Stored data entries
Content starts

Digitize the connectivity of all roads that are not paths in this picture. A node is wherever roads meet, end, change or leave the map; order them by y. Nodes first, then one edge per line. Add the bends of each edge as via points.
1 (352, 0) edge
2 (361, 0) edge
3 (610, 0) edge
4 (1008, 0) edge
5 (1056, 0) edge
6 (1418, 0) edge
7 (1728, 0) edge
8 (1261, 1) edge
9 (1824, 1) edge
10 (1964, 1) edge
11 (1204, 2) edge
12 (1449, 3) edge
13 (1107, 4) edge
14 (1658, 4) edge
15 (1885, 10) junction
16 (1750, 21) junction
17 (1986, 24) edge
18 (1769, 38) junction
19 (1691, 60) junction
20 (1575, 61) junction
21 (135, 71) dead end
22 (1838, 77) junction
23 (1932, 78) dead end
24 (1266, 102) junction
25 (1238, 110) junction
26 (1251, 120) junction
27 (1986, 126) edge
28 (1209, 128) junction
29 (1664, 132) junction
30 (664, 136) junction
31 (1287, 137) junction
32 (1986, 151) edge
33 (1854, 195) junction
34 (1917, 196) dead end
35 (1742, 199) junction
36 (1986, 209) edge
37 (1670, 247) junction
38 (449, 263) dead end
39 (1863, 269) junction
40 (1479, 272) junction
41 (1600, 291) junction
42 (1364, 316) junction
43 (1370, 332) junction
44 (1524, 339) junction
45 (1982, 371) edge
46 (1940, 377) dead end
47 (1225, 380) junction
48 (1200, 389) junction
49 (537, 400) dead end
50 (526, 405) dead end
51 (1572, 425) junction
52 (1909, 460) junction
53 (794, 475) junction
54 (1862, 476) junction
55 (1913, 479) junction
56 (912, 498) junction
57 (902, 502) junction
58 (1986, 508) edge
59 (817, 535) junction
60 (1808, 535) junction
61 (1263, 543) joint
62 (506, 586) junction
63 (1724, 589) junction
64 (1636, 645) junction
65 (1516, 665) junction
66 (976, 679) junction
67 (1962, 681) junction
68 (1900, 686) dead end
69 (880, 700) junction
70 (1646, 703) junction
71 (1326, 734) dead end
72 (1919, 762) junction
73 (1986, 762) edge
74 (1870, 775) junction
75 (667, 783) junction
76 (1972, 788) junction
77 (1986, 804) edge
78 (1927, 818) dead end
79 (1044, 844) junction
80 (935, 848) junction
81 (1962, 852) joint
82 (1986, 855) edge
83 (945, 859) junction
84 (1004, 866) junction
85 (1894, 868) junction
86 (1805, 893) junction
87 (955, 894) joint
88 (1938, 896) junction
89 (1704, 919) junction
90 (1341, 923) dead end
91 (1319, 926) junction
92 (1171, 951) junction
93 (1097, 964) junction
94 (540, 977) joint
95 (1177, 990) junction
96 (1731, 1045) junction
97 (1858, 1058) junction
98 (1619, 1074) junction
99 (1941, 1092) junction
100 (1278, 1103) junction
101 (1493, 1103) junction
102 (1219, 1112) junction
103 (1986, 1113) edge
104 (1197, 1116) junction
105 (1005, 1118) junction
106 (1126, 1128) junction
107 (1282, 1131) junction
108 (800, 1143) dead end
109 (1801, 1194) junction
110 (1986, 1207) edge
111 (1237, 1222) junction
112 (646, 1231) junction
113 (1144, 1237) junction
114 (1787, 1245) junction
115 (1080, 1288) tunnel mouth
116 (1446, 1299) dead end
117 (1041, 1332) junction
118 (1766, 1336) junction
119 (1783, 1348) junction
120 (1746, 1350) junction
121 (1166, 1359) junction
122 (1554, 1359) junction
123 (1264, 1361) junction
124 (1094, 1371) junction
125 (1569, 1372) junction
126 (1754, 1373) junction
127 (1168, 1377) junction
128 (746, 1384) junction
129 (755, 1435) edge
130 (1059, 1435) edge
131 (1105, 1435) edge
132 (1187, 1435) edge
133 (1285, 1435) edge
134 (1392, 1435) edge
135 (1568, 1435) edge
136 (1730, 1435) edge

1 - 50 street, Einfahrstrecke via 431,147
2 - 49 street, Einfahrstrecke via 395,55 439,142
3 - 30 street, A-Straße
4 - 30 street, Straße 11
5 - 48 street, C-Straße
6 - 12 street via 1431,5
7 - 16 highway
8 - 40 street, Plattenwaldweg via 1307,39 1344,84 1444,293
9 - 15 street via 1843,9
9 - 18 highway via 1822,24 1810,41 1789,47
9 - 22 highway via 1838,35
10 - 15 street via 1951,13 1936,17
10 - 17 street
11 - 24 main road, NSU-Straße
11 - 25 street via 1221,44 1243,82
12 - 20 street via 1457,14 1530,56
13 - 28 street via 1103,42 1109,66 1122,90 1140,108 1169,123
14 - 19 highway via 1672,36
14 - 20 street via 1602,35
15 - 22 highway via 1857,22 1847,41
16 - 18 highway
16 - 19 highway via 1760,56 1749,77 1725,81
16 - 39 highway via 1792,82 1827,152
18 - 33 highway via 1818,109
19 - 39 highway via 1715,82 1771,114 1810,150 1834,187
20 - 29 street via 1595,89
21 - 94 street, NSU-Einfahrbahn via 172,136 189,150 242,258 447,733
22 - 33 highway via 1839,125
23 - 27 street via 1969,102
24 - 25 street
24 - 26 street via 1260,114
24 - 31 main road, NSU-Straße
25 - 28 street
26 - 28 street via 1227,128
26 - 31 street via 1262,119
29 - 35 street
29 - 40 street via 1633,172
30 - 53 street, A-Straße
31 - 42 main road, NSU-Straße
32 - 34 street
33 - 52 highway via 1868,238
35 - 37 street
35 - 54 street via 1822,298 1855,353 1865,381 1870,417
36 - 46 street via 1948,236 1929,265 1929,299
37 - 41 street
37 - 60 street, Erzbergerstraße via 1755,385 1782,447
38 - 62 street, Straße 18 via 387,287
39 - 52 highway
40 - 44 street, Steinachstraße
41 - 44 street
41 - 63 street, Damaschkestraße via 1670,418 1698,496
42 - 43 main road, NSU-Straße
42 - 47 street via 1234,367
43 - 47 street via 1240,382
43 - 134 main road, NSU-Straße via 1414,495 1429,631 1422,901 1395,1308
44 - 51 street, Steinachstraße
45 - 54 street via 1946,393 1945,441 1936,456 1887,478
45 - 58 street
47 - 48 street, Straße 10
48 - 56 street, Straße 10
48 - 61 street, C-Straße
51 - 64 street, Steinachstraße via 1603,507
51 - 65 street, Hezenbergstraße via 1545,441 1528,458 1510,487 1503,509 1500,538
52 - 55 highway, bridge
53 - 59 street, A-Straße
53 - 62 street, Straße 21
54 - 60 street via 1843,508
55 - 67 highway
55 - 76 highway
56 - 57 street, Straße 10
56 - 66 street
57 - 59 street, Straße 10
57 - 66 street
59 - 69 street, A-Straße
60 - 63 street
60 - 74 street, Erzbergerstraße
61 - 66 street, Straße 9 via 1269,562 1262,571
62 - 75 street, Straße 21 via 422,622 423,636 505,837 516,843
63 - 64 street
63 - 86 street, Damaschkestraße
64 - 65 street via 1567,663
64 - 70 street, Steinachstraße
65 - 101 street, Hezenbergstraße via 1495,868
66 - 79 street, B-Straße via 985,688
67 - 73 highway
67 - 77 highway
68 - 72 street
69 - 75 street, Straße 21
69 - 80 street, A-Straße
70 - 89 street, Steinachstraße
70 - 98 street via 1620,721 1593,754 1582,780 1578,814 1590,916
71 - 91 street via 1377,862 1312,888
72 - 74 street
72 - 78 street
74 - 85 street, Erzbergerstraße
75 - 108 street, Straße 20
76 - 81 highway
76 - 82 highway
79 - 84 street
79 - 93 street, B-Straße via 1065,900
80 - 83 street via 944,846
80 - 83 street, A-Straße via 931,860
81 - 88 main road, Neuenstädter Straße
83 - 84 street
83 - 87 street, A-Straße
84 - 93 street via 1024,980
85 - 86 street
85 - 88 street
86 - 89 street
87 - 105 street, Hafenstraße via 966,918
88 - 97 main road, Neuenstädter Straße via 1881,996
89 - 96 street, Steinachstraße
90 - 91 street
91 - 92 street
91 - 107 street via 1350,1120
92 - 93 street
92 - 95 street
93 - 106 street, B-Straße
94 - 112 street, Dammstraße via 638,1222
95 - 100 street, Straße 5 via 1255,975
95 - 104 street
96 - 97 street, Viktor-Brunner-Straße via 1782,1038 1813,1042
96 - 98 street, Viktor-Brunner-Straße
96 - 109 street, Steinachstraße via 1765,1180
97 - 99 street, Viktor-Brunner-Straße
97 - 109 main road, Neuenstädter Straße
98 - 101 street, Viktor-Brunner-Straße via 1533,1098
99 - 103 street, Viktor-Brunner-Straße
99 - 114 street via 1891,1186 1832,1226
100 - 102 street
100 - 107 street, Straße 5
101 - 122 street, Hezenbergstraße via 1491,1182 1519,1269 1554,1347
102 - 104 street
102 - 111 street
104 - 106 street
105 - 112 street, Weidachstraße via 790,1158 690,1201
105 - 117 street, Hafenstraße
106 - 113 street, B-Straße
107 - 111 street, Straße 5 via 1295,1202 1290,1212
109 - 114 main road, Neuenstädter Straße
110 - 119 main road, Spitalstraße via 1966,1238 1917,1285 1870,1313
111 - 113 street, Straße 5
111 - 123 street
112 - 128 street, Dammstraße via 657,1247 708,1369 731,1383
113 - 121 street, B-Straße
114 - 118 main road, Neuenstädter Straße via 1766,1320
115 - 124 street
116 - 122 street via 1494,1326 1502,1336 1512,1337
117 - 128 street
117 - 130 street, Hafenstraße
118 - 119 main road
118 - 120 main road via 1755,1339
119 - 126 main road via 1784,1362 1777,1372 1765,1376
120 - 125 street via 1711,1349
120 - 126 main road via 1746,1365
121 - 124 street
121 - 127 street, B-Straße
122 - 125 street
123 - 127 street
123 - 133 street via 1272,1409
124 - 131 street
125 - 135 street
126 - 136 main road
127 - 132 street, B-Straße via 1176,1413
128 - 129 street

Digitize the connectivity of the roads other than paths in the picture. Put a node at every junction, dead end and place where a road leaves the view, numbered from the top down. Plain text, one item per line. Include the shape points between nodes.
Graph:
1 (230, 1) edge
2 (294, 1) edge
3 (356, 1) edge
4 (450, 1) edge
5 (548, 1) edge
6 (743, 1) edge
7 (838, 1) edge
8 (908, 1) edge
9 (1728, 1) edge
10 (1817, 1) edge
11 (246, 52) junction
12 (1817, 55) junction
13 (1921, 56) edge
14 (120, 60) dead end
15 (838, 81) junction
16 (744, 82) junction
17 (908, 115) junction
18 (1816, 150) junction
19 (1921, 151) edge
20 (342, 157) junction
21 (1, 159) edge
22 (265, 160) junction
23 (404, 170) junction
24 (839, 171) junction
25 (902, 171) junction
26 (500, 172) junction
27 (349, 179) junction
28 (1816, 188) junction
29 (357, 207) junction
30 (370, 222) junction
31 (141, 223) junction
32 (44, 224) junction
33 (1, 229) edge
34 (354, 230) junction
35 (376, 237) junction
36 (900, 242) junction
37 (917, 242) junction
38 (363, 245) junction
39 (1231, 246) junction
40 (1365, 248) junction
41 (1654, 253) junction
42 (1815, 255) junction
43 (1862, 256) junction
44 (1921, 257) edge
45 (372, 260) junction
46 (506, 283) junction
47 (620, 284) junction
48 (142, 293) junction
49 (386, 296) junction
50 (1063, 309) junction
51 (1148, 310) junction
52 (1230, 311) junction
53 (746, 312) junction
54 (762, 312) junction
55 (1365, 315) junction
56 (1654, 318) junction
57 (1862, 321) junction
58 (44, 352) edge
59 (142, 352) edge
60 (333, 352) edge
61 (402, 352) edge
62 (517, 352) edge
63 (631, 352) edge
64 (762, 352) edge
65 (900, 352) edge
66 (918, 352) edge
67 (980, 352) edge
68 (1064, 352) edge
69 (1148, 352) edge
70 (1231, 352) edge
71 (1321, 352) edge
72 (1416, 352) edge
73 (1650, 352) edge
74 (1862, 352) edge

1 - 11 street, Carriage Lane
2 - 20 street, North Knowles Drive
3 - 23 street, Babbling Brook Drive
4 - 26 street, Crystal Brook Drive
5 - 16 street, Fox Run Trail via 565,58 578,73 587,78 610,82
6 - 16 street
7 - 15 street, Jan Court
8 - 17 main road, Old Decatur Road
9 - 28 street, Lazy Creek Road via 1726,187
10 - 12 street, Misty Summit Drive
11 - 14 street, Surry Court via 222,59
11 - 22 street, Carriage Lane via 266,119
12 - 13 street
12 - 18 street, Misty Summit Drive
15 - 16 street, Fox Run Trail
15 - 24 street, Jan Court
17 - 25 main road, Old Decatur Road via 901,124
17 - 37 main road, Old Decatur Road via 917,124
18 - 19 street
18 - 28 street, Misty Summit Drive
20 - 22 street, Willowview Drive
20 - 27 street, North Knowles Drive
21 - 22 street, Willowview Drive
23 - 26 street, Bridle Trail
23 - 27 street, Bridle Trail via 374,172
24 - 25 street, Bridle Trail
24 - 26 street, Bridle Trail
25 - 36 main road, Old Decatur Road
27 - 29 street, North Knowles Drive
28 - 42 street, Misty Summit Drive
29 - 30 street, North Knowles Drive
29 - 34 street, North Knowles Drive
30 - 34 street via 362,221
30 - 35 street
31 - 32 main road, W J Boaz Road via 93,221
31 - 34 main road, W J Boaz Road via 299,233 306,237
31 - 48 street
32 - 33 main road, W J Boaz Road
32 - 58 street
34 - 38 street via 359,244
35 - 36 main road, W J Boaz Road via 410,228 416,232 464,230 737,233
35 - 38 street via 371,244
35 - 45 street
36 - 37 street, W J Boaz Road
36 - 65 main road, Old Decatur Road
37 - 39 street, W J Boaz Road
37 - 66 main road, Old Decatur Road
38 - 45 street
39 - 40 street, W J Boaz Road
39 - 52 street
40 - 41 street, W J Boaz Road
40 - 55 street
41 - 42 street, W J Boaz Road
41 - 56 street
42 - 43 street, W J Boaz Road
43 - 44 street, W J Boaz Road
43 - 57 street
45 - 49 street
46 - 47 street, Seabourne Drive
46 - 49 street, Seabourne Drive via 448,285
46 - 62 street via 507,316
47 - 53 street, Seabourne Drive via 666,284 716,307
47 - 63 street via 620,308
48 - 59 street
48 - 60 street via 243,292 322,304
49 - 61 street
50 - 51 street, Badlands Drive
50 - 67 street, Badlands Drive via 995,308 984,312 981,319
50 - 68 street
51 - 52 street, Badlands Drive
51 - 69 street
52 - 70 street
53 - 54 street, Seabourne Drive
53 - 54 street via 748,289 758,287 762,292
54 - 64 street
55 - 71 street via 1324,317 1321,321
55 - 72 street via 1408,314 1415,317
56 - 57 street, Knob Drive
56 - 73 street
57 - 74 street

Content ends

◆ **What is required**: Copy each line from the entries above that has the word "Summit" in it.

◆ **Answer to this exercise**:
10 - 12 street, Misty Summit Drive
12 - 18 street, Misty Summit Drive
18 - 28 street, Misty Summit Drive
28 - 42 street, Misty Summit Drive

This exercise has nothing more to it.